First quartile: the lowest 25% of values
Second quartile: between 25.1% and 50% (up to the median)
Third quartile: 51% to 75% (above the median)
Fourth quartile: the highest 25% of values
A long-term albedo map was developed for the time period (2000-2018) based on remote sensing data. After preparing the aforementioned map based on the thresholds obtained from the quartile method, Iran was divided into four distinct areas in terms of albedo. The first area covers about 2% of the total area of the country where it is most commonly found in the south-east of the country, the Caspian coast and the water areas within the land, such as Lake Urmia. The second zone covers the range of 22-19 percent and is seen in different parts of the country. The third zone is in the range of 26-22% and is further dispersed in the center of the country. The fourth region has a range of 62-26%, which shows the highest albedo. In this area, snow-covered mountains such as the Alborz and Zagros heights and the zones that have been stained with white evaporation deposits over time are seen. Larger parts of this area, due to permanent snow or evaporation deposits, have albedo more than the average planet Earth (24%). There is a good relationship between albedo and height, although this is a completely nonlinear relationship. Up to 1200 m altitude, with increasing altitude, albedo decreased and at an altitude from 1400 to 1200 m it is varied from 12 to 36% due to different land use. From a height of 1,400 meters, the strong link is seen between Albedo and the altitude of the sea level in Iran. As Albedo increased with altitude due to lower temperature and also snowfall, it reaches nearly 60% at Altitude 4000 meters. In general, it can be said that this relative relationship between Albedo and altitude of sea level in Iran is due to the complexity of topography and land use. As a result, the relationship is straight above altitudes of 1,400 meters, and with increasing altitude, the albedo is elevated, and there is a decrease in albedo at altitudes less than 1000 meters indirectly with increasing altitude.
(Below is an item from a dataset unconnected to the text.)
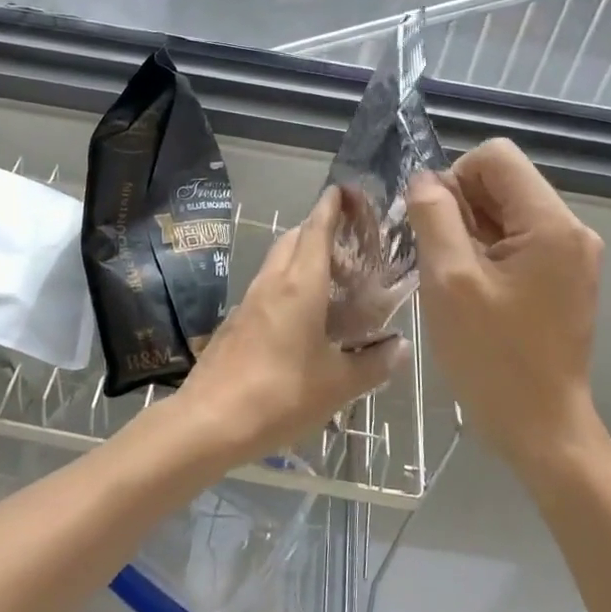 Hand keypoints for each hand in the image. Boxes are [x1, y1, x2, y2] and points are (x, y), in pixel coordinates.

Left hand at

The MODIS sensor produces albedo in the surface of the earth continuously on a global scale with low spatial resolution and provides free access to the public. In this study, for measuring the average long-term albedo of Iran, the daily data of Albedo in the region of Iran was extracted from the MODIS website during the period from 2000/03/20 to 2018/03/20 for 6574 days. Then, based on nearly 45 billion cells, the long-term average of Iran's albedo was calculated. The results showed that albedo of Iran with an average of 21% is close to the albedo of the planet average which depends on latitude and topography and land surface conditions in Iran. The relationship between albedo and altitude from sea level was studied. The results of this section indicate that this relationship is a completely nonlinear relationship. Thus, in the first altitudes up to 1200 meters, the albedo has a decreasing behavior, and between the altitudes of 1200 and 1400 meters there is a steady trend; from 1400 to higher the albedo behavior is quite increasing. The increasing behavior of albedo well illustrates the behavior of snow cover in the highlands. In general, it can be concluded that this relationship is due to the diversity of topography and the type of the earth's surfaces. For this reason, this relationship is direct in elevations above 1400 meters. As the altitude increases, the albedo is increased, and at elevations less than 1000 meters the relations are inversed (by increasing the elevation, a decrease is observed in albedo).